Party politics, or just an excuse to party?

"HE WHAT?!"

My excitement very nearly sent my shopping basket flying - the friendly lady in the shopping centre looked tempted to duck for cover.

"Well, that's what the papers are saying - Kevin Rudd will call an election today. For September 7."

It's a rare occurrence, but I'd been in a brief news void - and I'm not in the habit of getting political updates during my sleepy morning supermarket crawl.

"I thought you'd be excited," she confided. "How are the wedding plans going?"

I waved vaguely at my beloved, on the other side of the avocado stand. "Oh, he's still here, so that's a good sign."

The said beloved rolled his eyes. He knew the truth.

While Kevin Rudd kindly avoided an election scheduling clash with my wedding, that wasn't the sole source of my excitement.

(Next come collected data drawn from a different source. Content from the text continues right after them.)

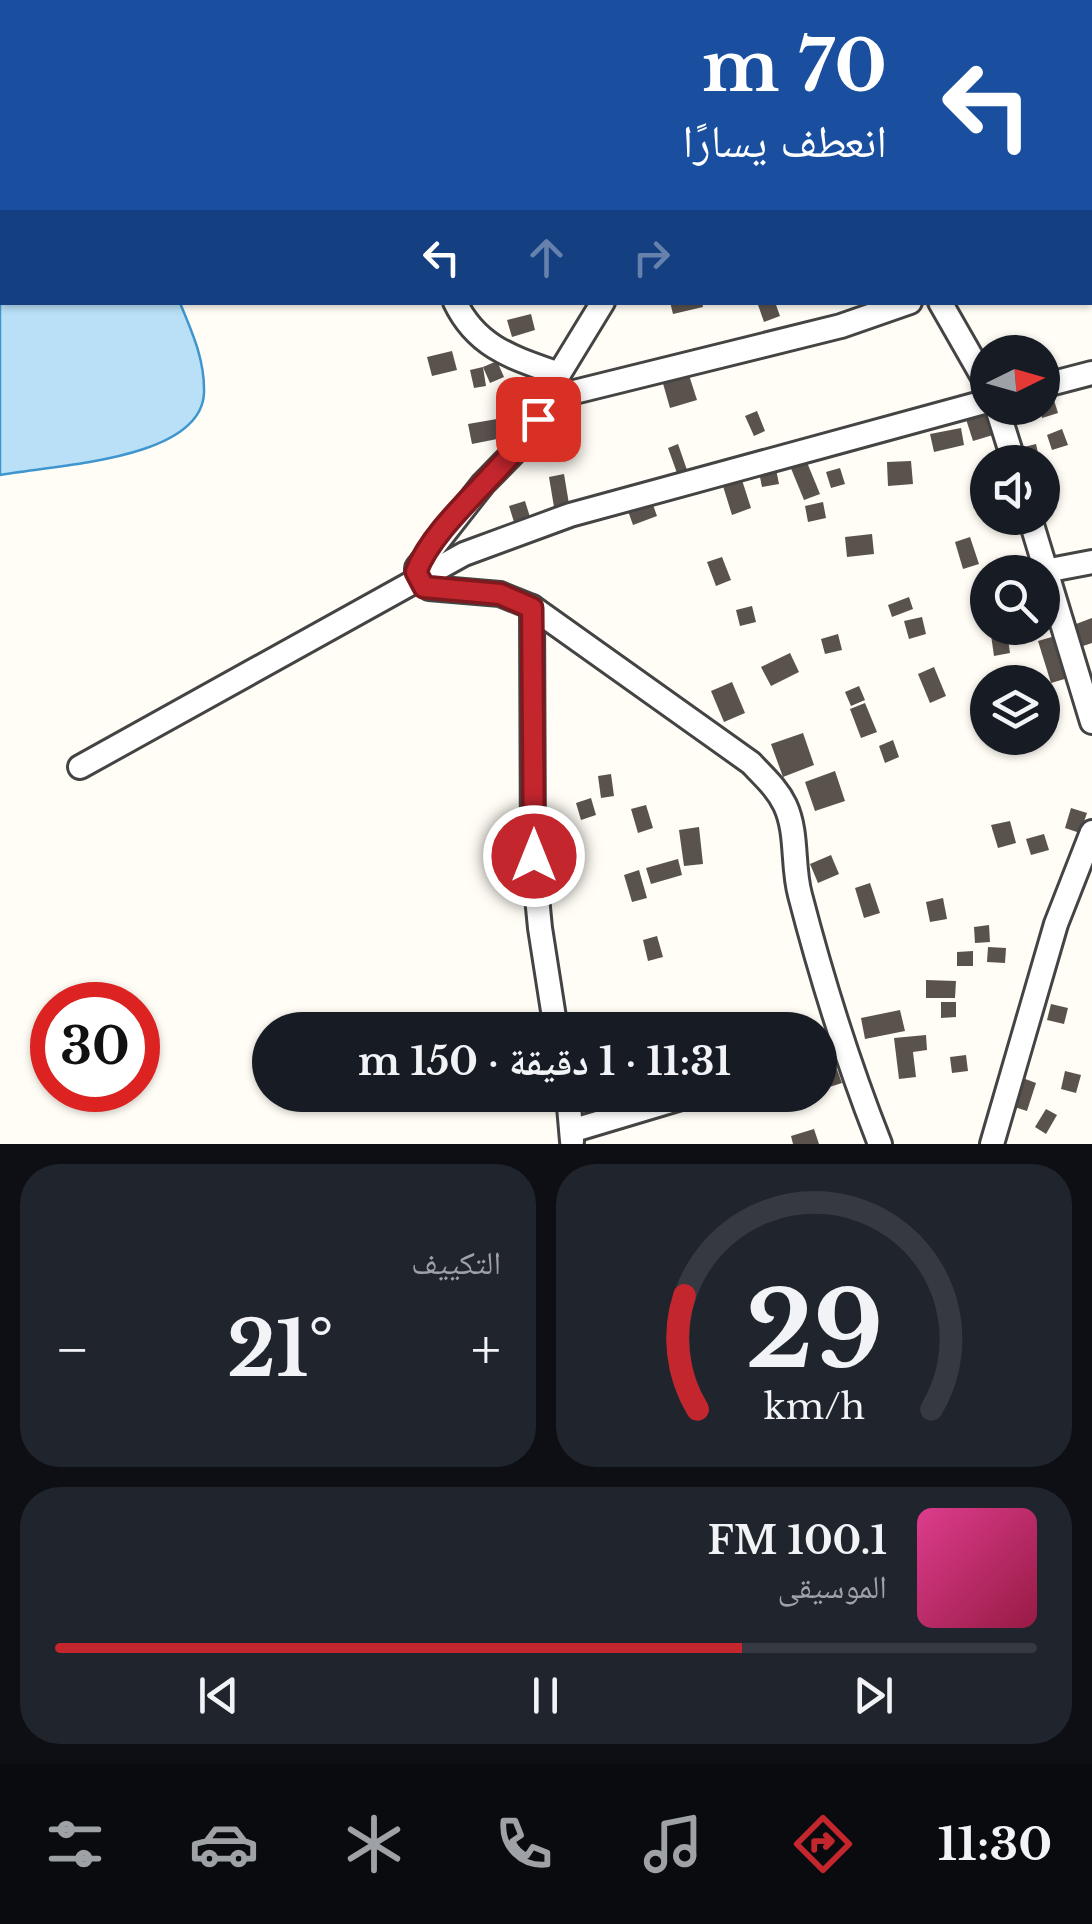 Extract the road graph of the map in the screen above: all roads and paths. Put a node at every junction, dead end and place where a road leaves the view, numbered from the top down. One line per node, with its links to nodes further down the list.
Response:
1 (457, 305): 7 (street)
2 (601, 305): 7 (street)
3 (901, 305): 9 (street)
4 (942, 305): 5 (street)
5 (970, 355)
6 (1092, 373): 8 (street)
7 (558, 374): 9 (street)
8 (1060, 381)
9 (550, 398): 13 (street)
10 (970, 406): 13 (street)
11 (1092, 562): 12 (street)
12 (1060, 568)
13 (418, 578): 14 (street); 17 (street)
14 (532, 608): 19 (street); 20 (street)
15 (1060, 619): 16 (street)
16 (1092, 722)
17 (80, 767)
18 (1092, 832): 26 (street)
19 (553, 1012)
20 (843, 1048): 21 (street); 25 (street)
21 (837, 1050)
22 (570, 1112): 24 (street)
23 (643, 1112): 24 (street)
24 (573, 1137)
25 (880, 1144)
26 (992, 1144)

Fact is, I love elections.

And with no romantic engagements on September 7, I'm now faced with another awkward social situation on my hands. Do I have an election party?

I can't remember the last election that didn't involve some sort of fancy soiree. Well, "remember" may be a strong word.

In 2010, I recall events got pretty hazy pretty early - but I certainly remember walking in.

And a TV might have exited via a window. (That's not to reveal my political preferences - I'm a journalist, so I have none. It's just how journalists cope with no meaningful result. Much like the rest of the country, actually.)

The year that rhymed with Kevin was more memorable.

A sea of freshly-minted Kevin07 t-shirts, party-goers were encouraged to wear their party colours on their sleeves.

There was a small smattering of green - and three blues. (A Nationals-loving lass from Dingo, and gay couple who got teary halfway through Howard's speech.)

I may struggle trying to recreate the event in Gladstone - not for the shortage of gay friends, but for folks who actually have political colours.

I've been subtly floating the idea, like a ninja candidate dropping hints to voters.

So far, it's as popular as a hung parliament.

"Who cares about politics?" is the standard line. "But, BEER!" is my desperate response.

Maybe I should spare Gladstone my drunken political commentary after all.